━━ RECORDS FOR THE EXERCISE ━━
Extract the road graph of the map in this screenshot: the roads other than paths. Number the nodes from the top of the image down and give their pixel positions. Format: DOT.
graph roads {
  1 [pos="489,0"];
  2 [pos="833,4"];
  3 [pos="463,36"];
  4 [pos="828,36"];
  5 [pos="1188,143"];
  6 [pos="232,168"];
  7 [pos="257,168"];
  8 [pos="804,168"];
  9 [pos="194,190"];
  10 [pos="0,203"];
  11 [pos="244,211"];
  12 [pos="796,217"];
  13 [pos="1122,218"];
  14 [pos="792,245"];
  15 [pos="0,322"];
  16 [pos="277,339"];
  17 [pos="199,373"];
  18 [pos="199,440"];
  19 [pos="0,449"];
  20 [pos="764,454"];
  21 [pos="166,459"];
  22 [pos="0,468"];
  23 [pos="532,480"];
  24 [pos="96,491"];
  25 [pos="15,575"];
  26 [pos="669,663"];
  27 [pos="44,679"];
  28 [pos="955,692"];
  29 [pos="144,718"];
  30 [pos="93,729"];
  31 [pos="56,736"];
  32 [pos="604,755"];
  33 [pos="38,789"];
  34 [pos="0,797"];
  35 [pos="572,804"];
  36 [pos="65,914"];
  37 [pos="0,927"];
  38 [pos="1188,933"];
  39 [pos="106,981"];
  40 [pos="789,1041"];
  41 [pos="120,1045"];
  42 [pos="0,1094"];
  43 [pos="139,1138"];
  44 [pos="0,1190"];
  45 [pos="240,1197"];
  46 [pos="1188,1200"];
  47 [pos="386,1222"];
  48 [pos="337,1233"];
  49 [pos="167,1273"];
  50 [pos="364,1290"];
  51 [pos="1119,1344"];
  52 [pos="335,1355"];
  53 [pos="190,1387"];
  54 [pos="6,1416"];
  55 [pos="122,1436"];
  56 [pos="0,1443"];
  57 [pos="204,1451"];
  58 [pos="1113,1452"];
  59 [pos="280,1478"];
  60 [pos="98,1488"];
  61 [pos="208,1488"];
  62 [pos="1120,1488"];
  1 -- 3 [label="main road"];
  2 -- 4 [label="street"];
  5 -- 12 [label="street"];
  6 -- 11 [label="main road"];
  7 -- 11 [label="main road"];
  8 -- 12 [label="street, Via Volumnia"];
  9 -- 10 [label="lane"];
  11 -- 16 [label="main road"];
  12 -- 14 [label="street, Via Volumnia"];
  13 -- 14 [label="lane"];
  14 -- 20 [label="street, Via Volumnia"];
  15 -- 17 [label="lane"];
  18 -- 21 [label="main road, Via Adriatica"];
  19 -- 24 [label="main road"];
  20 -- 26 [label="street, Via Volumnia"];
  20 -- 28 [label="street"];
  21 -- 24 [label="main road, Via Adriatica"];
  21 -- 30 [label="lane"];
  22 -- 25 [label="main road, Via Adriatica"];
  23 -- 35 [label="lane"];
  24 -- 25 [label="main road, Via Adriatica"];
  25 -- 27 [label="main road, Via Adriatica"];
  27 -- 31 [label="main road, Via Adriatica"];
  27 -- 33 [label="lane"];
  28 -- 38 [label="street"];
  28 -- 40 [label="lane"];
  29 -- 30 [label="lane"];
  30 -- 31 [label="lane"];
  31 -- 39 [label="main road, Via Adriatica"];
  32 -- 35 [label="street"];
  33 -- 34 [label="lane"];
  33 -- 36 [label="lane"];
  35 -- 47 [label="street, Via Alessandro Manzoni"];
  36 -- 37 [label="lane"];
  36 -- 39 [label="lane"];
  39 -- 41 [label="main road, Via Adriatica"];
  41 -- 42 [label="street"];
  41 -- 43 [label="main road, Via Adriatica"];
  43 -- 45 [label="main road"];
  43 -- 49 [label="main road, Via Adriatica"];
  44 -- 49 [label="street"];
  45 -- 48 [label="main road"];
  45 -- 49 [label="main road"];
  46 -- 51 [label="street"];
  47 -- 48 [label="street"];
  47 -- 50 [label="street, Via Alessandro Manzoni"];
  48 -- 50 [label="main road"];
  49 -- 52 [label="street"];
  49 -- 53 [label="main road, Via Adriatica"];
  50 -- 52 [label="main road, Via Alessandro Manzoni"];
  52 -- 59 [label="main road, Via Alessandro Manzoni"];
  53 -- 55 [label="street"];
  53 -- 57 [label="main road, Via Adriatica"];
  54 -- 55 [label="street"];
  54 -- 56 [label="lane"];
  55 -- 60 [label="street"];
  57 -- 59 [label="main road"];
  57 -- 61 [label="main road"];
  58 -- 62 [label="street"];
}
━━━
Nothing is wanted except the number of lines in the entries above that include the word "roads".

◆ RESPONSE TO THIS EXERCISE
2